Work task:
Reproduce the complete set of records exactly. No picture is to appear in the copy.

Stored items from a collection:

[Start of Attachment]

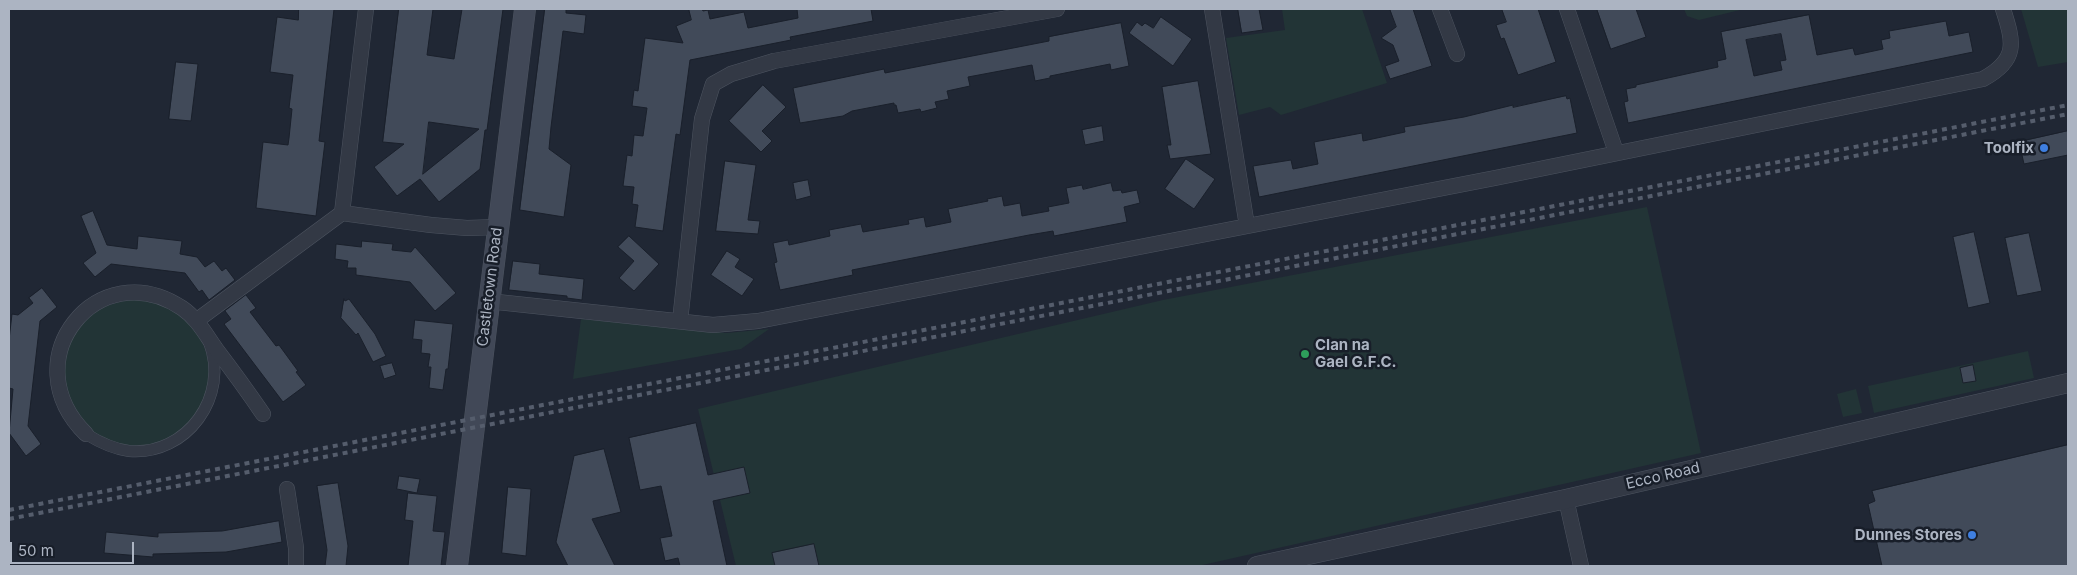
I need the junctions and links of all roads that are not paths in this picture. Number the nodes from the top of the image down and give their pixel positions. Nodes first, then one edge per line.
1 (366, 9) edge
2 (525, 9) edge
3 (1057, 9) edge
4 (1212, 9) edge
5 (1440, 9) edge
6 (1567, 9) edge
7 (2003, 9) edge
8 (1457, 54) dead end
9 (1616, 152) junction
10 (342, 214) junction
11 (1247, 226) junction
12 (498, 227) junction
13 (488, 301) junction
14 (680, 321) junction
15 (199, 325) junction
16 (2068, 383) edge
17 (263, 414) dead end
18 (86, 434) joint
19 (287, 489) dead end
20 (1566, 499) junction
21 (296, 566) edge
22 (457, 566) edge
23 (1257, 566) edge
24 (1581, 566) edge

1 - 10 street
2 - 12 main road, Castletown Road
3 - 14 street
4 - 11 street
5 - 8 street
6 - 9 street
7 - 9 street
9 - 11 street
10 - 12 street
10 - 15 street
11 - 14 street
12 - 13 main road, Castletown Road
13 - 14 street
13 - 22 main road, Castletown Road
15 - 17 street
15 - 18 street
15 - 18 street
16 - 20 street, Ecco Road
19 - 21 street
20 - 23 street, Ecco Road
20 - 24 street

[End of Attachment]

Exercise response:
I need the junctions and links of all roads that are not paths in this picture. Number the nodes from the top of the image down and give their pixel positions. Nodes first, then one edge per line.
1 (366, 9) edge
2 (525, 9) edge
3 (1057, 9) edge
4 (1212, 9) edge
5 (1440, 9) edge
6 (1567, 9) edge
7 (2003, 9) edge
8 (1457, 54) dead end
9 (1616, 152) junction
10 (342, 214) junction
11 (1247, 226) junction
12 (498, 227) junction
13 (488, 301) junction
14 (680, 321) junction
15 (199, 325) junction
16 (2068, 383) edge
17 (263, 414) dead end
18 (86, 434) joint
19 (287, 489) dead end
20 (1566, 499) junction
21 (296, 566) edge
22 (457, 566) edge
23 (1257, 566) edge
24 (1581, 566) edge

1 - 10 street
2 - 12 main road, Castletown Road
3 - 14 street
4 - 11 street
5 - 8 street
6 - 9 street
7 - 9 street
9 - 11 street
10 - 12 street
10 - 15 street
11 - 14 street
12 - 13 main road, Castletown Road
13 - 14 street
13 - 22 main road, Castletown Road
15 - 17 street
15 - 18 street
15 - 18 street
16 - 20 street, Ecco Road
19 - 21 street
20 - 23 street, Ecco Road
20 - 24 street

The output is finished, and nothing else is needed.